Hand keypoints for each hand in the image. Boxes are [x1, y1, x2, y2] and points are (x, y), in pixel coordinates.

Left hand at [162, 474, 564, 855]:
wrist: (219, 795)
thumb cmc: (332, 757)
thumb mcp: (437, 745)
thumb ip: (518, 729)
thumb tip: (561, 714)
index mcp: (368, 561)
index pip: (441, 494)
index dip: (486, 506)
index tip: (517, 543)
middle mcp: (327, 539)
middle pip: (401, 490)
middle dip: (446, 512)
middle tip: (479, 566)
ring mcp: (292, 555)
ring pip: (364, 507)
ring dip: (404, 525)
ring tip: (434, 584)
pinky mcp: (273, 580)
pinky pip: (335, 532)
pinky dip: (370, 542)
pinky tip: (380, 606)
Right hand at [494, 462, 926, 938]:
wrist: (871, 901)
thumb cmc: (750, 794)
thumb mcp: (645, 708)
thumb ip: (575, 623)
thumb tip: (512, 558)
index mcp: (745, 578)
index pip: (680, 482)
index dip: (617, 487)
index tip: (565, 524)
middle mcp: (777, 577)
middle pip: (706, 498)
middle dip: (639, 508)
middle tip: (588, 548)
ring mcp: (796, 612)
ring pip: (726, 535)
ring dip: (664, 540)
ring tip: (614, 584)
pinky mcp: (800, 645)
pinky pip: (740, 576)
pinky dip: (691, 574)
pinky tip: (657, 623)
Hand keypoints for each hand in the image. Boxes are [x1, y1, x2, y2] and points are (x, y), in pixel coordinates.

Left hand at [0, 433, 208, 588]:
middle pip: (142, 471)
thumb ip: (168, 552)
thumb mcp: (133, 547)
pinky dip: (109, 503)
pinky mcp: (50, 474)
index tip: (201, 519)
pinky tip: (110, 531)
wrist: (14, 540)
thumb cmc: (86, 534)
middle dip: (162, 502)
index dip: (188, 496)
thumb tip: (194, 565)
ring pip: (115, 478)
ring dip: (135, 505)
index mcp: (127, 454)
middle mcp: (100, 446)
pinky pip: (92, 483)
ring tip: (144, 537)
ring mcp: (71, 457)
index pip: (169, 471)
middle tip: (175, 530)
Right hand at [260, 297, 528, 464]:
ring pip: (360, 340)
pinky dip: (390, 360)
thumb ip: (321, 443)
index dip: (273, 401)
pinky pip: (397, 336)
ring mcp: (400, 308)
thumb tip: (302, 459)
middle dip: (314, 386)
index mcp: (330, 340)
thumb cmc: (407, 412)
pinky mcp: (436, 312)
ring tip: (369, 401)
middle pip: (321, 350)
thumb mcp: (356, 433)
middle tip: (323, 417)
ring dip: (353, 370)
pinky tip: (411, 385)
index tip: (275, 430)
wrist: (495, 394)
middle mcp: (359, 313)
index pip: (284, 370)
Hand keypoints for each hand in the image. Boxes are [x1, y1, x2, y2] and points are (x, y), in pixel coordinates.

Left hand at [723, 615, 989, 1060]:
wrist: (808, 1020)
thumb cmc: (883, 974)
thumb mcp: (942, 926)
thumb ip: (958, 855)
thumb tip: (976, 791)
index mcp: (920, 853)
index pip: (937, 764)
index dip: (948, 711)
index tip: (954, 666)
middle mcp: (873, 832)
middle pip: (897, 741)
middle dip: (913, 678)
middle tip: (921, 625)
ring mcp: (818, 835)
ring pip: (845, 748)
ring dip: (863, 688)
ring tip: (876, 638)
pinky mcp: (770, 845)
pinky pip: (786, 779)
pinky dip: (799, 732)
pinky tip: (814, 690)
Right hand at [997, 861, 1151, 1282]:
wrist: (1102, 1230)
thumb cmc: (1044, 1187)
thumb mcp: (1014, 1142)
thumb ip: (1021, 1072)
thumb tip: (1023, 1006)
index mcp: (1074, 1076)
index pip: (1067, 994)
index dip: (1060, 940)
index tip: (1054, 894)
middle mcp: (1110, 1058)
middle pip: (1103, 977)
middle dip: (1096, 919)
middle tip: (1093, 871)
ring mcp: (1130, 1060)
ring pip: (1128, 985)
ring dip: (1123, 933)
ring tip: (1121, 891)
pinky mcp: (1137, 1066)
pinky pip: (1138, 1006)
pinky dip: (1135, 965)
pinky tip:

## About this task
Exactly as shown, repeat every record.

## Solution for this task
Hand keypoints for each hand in the image. Boxes are [x1, y1, x2, y2] and points are (x, y), in pixel coordinates.

Left hand at [162, 474, 564, 855]:
wrist: (219, 795)
thumb cmc: (332, 757)
thumb mcp: (437, 745)
thumb ip: (518, 729)
thumb tip: (561, 714)
index mcp: (368, 561)
index pip: (441, 494)
index dip: (486, 506)
index tip: (517, 543)
middle mcp: (327, 539)
middle pip: (401, 490)
middle dip: (446, 512)
middle tip: (479, 566)
ring mcp: (292, 555)
ring pip: (364, 507)
ring dip: (404, 525)
ring tip: (434, 584)
pinky mcp: (273, 580)
pinky pip: (335, 532)
pinky dip: (370, 542)
pinky tip: (380, 606)
Right hand at [494, 462, 926, 938]:
wrist: (871, 901)
thumb cmc: (750, 794)
thumb mcp: (645, 708)
thumb ip: (575, 623)
thumb tip: (512, 558)
index mcp: (745, 578)
index pip: (680, 482)
index dip: (617, 487)
index tip: (565, 524)
middle mcp: (777, 577)
middle pip: (706, 498)
middle dip: (639, 508)
middle tip: (588, 548)
ring mcp: (796, 612)
ring pip: (726, 535)
ring dip: (664, 540)
ring tip: (614, 584)
pinky mcp: (800, 645)
pinky pip: (740, 576)
pinky dip: (691, 574)
pinky tip: (657, 623)
Hand keypoints for each hand in the image. Boxes are [x1, y1, x2, y2] and points are (x, y), in pixel coordinates.

Left hand at [0, 433, 208, 588]:
middle pip: (142, 471)
thumb ip: (168, 552)
thumb mcp: (133, 547)
pinky dip: (109, 503)
pinky mcp: (50, 474)
index tip: (201, 519)
pinky tip: (110, 531)
wrist: (14, 540)
thumb cmc: (86, 534)
middle dip: (162, 502)
index dip: (188, 496)
thumb tip: (194, 565)
ring pip: (115, 478)
ring dip: (135, 505)
index mcp: (127, 454)
middle mcp: (100, 446)
pinky pip: (92, 483)
ring tip: (144, 537)
ring mcp: (71, 457)
index pip: (169, 471)
middle tip: (175, 530)
Right hand at [260, 297, 528, 464]:
ring pip: (360, 340)
pinky dip: (390, 360)
thumb ip: (321, 443)
index dip: (273, 401)
pinky pip: (397, 336)
ring mcp: (400, 308)
thumb tip: (302, 459)
middle dip: (314, 386)
index mcp: (330, 340)
thumb cmc: (407, 412)
pinky mcp: (436, 312)
ring tip: (369, 401)
middle pip: (321, 350)
thumb mcp: (356, 433)
middle tip: (323, 417)
ring dip: (353, 370)
pinky tip: (411, 385)
index tip: (275, 430)
wrist: (495, 394)
middle mcp: (359, 313)
index pip: (284, 370)
Hand keypoints for each hand in the image. Boxes are [x1, y1, x2, y2] and points are (x, y), in pixel coordinates.

Left hand at [723, 615, 989, 1060]:
wrist: (808, 1020)
thumb cmc: (883, 974)
thumb mcp: (942, 926)
thumb ip: (958, 855)
thumb tip: (976, 791)
index mcp: (920, 853)
index pip: (937, 764)
index dip: (948, 711)
index tip: (954, 666)
middle mcp: (873, 832)
middle pip: (897, 741)
middle dip: (913, 678)
middle tip: (921, 625)
ring mcp: (818, 835)
ring pip: (845, 748)
ring dip: (863, 688)
ring tip: (876, 638)
pinky mcp: (770, 845)
pinky pip: (786, 779)
pinky dip: (799, 732)
pinky tip: (814, 690)
Right hand at [997, 861, 1151, 1282]:
wrist: (1102, 1230)
thumb cmc: (1044, 1187)
thumb mcp: (1014, 1142)
thumb ip: (1021, 1072)
thumb tip: (1023, 1006)
index mcp: (1074, 1076)
index pip: (1067, 994)
index dip: (1060, 940)
index tip: (1054, 894)
middle mcp: (1110, 1058)
middle pip: (1103, 977)
middle dip: (1096, 919)
middle tip: (1093, 871)
ring mcp: (1130, 1060)
ring pip: (1128, 985)
ring dip: (1123, 933)
ring tip: (1121, 891)
pinky mcp: (1137, 1066)
pinky pip: (1138, 1006)
pinky dip: (1135, 965)
pinky tip:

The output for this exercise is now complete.